On trouvera dans ce numéro de la Revue Résurrection l’écho d’un pèlerinage à l’abbatiale de Vézelay qui a mobilisé toute la mouvance de Résurrection, de la communauté Aïn Karem et de tous les groupes qui lui sont affiliés. « La gloire de nos corps », tel a été le thème sur lequel pendant deux jours ont réfléchi et prié les quelque cinq cents participants de cette marche. Nous en avons rassemblé ici quelques éléments de synthèse (cf. le plan-guide qu’on trouvera à la fin), ainsi que des articles dus à nos amis qui ont aidé la réflexion ou l’ont prolongée.

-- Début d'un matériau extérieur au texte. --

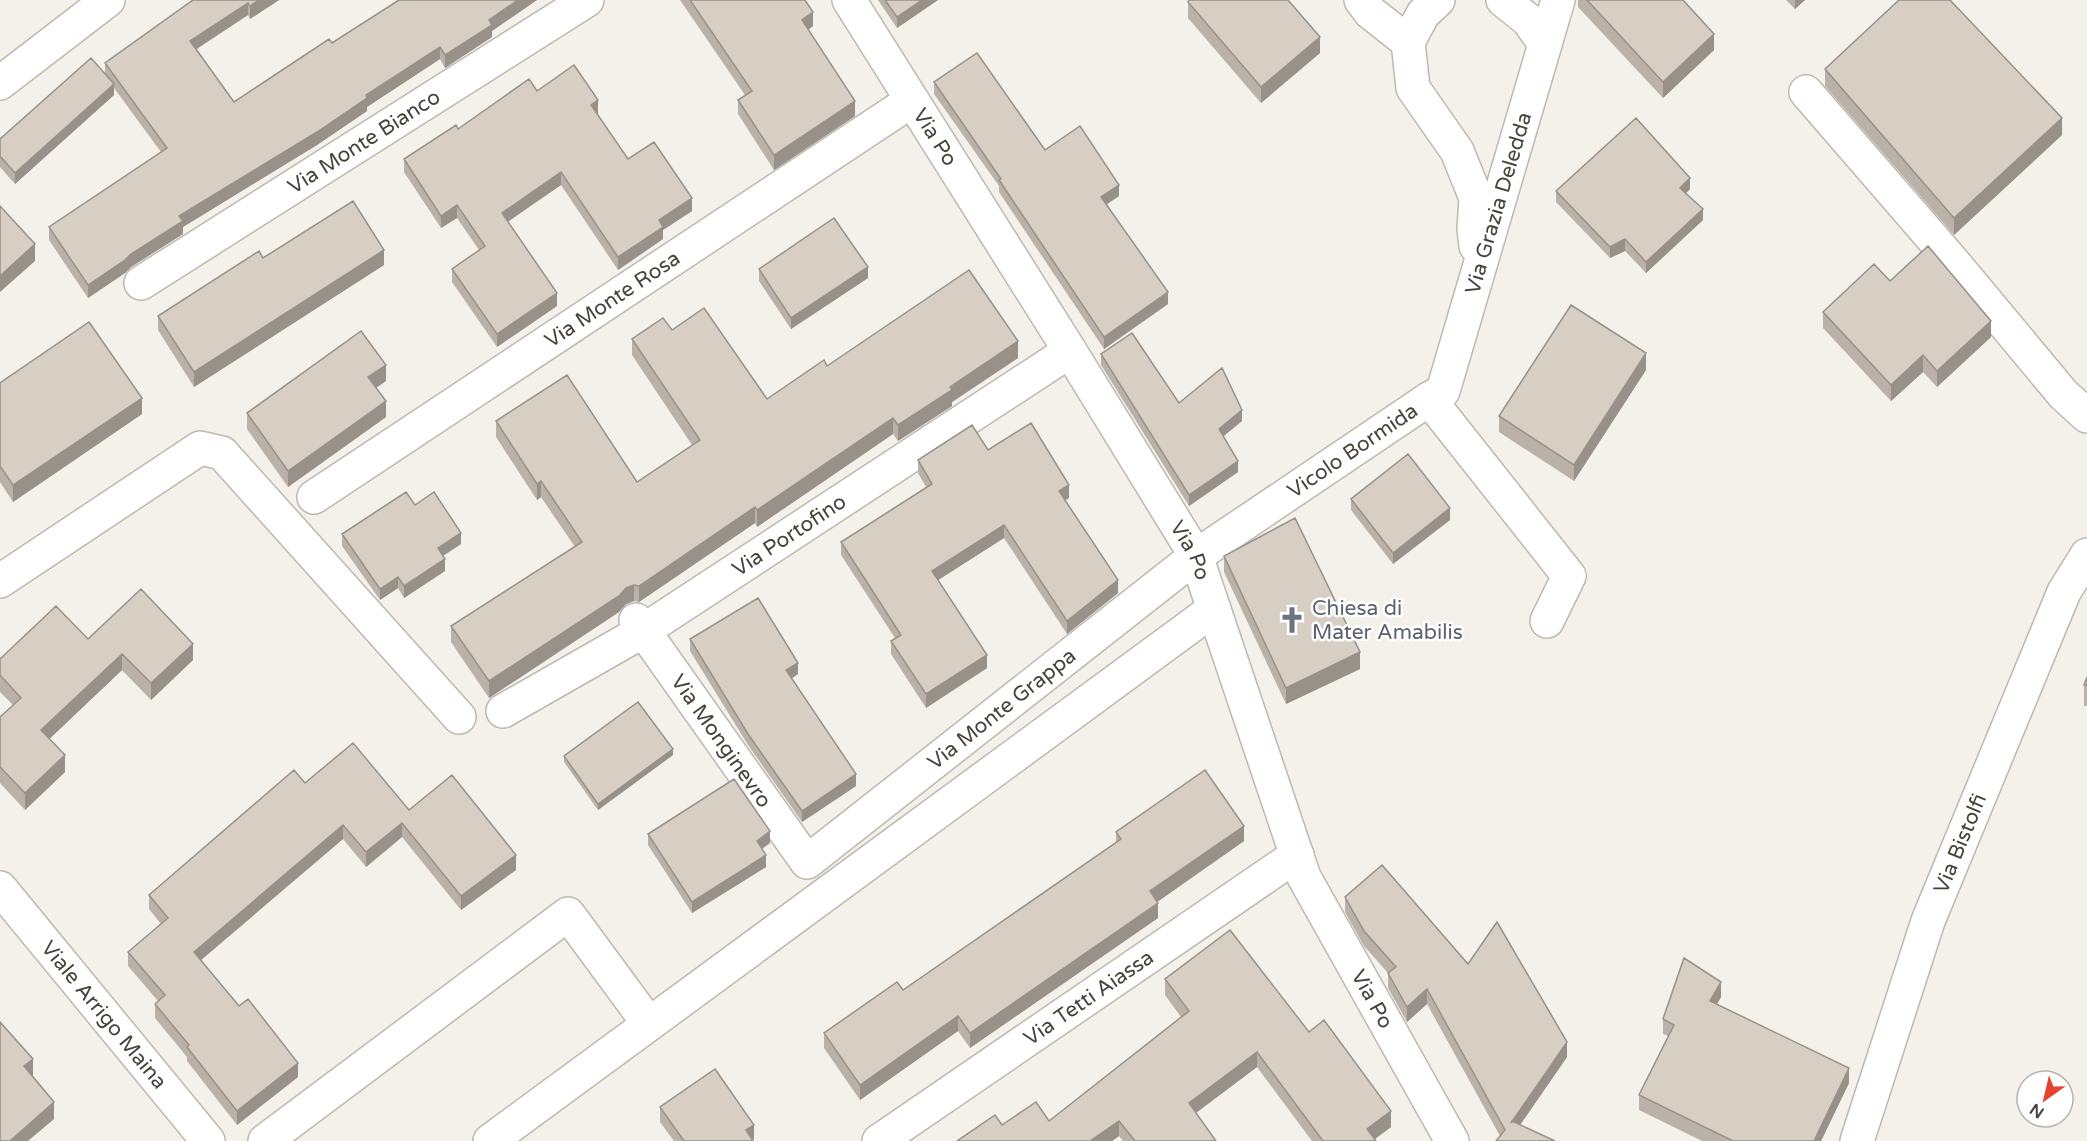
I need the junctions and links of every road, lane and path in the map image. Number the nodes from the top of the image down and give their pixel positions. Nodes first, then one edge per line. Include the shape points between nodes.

Le P. Henri de l’Éprevier nous a confié le résumé de sa conférence sur le corps dans les deux premiers chapitres de la Genèse, Jérôme Moreau a abordé pour nous la réflexion des Pères de l’Église dont l’abord est assez difficile, car l’influence platonicienne qui s’est beaucoup exercée sur eux a parfois abouti à masquer la dignité du corps (qui est souvent exclu de l’image divine), mais nous y trouvons des perles. Emmanuel Ménager nous fournit un aperçu sur ce que l’on a appelé la Théologie du Corps de Jean-Paul II, Pierre-Henri Beugras et Laurence Henry abordent des questions plus particulières liées à l’actualité : l’enseignement sur les réalités du corps et les avatars médicaux et juridiques du respect du corps de la personne.

On restera sans doute convaincu à la lecture de ce numéro que la réflexion chrétienne sur le corps n’en est encore qu’à ses débuts, qu’il y a encore beaucoup de préjugés à vaincre et qu’il y a beaucoup à creuser, dans le donné biblique pour commencer. Mais la tâche est urgente, car, sur ce point particulièrement, seul le christianisme est à même de proposer une image alternative du corps, que notre monde croit valoriser, sans voir qu’il prépare pour demain les pires désenchantements.

[1] « Le corps est pour le Seigneur », Communio V/6 (novembre-décembre 1980), p. 5-6.